Eventually, my goal is to have a smart home.

One device which I desire, in particular, is a smart mirror. However, I want to build it myself, so I’ve got projects on the go that will hopefully allow me to slowly learn how that could be done.

For the smart mirror, I wanted the ability to say my to-do list out loud, and have that stored in a database to read back later. That way, I won’t forget everything later down the road. My first attempt recorded a file, then used that, but in this attempt I want the audio to be transcribed in real-time.

I’m still using AssembyAI for the speech recognition transcription just like in my first article.

However, as this will be in real-time, I had to upgrade to the pro plan to have that feature available.

So, without any further delay, let’s talk about first what I needed to install for this project. If I already installed it in the last blog I will still include it in this one. That way if anyone missed the last article they can still follow along with what I did for my project.

Installing a Few Things

For this to be real-time, I will need to make continuous calls to the API. But that means I would need a connection that is continuous. That’s where WebSockets come in.

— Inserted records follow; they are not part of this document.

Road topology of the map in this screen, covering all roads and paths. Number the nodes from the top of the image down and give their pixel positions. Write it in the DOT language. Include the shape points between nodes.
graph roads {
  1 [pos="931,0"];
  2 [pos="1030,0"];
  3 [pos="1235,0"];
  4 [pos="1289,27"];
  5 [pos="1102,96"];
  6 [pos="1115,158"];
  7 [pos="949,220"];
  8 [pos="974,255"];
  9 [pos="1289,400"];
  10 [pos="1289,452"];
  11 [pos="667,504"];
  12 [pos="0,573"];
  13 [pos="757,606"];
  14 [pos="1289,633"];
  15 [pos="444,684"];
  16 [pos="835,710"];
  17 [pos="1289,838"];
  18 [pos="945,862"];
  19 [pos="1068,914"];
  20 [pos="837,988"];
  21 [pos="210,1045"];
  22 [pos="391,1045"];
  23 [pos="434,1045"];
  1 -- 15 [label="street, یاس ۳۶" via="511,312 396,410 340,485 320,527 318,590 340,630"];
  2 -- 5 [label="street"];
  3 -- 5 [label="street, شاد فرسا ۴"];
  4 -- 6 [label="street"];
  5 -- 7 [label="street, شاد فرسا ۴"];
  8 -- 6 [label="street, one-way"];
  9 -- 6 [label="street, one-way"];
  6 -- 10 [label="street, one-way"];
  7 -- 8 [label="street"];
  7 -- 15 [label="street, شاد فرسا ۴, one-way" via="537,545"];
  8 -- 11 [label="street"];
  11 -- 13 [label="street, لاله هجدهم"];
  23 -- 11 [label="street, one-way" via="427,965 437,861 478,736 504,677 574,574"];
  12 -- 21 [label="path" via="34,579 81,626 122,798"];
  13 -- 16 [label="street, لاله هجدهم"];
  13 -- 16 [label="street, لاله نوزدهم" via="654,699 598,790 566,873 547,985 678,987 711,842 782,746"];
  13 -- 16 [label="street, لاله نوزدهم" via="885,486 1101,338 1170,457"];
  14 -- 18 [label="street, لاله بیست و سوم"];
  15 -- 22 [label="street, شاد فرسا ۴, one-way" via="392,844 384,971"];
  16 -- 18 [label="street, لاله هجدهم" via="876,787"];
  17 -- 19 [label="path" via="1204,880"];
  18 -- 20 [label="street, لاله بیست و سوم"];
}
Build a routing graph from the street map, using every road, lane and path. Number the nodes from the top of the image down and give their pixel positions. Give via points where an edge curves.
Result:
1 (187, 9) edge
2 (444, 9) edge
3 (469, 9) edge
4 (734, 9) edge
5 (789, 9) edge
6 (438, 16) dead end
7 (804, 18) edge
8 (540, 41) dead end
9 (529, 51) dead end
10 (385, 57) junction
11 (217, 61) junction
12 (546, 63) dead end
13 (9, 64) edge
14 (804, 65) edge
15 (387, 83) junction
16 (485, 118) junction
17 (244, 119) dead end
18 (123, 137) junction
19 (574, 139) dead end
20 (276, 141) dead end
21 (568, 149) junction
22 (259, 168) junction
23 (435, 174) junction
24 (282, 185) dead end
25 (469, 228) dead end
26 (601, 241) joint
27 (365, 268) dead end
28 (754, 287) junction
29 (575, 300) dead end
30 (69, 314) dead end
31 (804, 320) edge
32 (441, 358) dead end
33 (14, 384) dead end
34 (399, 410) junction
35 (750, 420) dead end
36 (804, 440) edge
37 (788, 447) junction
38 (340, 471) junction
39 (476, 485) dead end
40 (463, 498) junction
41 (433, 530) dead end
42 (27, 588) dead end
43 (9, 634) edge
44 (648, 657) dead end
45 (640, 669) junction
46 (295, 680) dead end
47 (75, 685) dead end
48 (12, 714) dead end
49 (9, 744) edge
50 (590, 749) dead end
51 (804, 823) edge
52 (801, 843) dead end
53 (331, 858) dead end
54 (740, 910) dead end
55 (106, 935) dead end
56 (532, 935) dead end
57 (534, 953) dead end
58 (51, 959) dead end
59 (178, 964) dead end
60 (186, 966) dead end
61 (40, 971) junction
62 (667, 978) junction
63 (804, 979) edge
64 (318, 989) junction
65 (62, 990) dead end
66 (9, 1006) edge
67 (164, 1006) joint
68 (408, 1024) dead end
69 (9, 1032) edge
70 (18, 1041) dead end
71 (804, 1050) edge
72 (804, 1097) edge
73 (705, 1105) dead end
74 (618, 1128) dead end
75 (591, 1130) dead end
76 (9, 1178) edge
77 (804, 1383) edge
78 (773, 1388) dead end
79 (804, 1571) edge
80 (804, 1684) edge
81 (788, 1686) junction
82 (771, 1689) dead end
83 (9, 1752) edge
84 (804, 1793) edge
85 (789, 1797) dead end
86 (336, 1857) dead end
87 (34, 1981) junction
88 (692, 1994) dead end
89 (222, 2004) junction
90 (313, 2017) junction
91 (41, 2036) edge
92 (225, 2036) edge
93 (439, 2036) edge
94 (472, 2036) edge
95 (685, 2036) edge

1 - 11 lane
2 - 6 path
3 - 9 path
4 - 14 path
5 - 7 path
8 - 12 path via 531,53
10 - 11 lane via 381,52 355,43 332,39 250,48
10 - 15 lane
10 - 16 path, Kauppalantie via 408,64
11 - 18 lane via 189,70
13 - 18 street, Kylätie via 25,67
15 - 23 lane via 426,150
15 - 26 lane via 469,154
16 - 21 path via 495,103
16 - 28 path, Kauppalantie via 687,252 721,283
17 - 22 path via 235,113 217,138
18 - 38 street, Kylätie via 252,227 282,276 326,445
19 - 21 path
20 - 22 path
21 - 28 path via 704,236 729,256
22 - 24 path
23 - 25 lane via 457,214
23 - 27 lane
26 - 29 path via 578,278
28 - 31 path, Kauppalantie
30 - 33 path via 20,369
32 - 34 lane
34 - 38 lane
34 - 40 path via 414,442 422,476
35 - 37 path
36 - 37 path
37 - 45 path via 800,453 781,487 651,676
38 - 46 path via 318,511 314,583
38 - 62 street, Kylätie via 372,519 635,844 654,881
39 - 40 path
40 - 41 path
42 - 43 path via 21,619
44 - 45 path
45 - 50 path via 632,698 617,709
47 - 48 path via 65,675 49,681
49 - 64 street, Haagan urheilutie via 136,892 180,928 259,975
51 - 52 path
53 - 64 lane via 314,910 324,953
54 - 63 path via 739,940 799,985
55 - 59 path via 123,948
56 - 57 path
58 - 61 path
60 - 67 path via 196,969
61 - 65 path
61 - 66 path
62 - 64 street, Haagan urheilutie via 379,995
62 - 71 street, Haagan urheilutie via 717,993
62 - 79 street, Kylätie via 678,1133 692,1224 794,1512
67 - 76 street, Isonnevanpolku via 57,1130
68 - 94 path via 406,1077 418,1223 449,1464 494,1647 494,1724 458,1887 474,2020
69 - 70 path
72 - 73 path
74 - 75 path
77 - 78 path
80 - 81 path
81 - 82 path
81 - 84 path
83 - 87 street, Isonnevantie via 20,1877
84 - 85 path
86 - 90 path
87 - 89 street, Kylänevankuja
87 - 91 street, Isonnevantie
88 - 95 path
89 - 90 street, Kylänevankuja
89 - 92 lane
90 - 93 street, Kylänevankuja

Websockets in the Python library can establish this type of connection so I can feed the audio and also see the transcribed output. To install, use the following command:

pip3 install websockets

In the last speech recognition article I did, I used libportaudio2, so I already have that installed. However, there were a few other packages needed for this to work, so I used the following line:

sudo apt-get install libasound-dev portaudio19-dev  libportaudio2 libportaudiocpp0

Instead of using

sounddevice

in this part, I decided to use

PyAudio

. This is needed for more input/output controls for the audio.

pip3 install PyAudio

To run this, it needed to be done asynchronously. For that I chose

asyncio.

That’s a provisional package from Python, so it may not work if you’re using a version of Python earlier than 3.4.

I can’t remember if this package was something that came automatically, but should you need to install it you can use this command:

pip3 install asyncio

For this part, I used TinyDB this time as well to store my to-do list. That was installed in my last part, but in case you missed that you use this simple command:

pip3 install tinydb

Now that everything is installed, let’s jump straight into the code.

The Real-Time Class File

I wrote this code in two files.

The first is the class with a few different methods for real-time speech, the WebSocket connection, and the sending and receiving of the audio.

The second file is more of just the driver that calls the first method to get the ball rolling, and also provides the API key.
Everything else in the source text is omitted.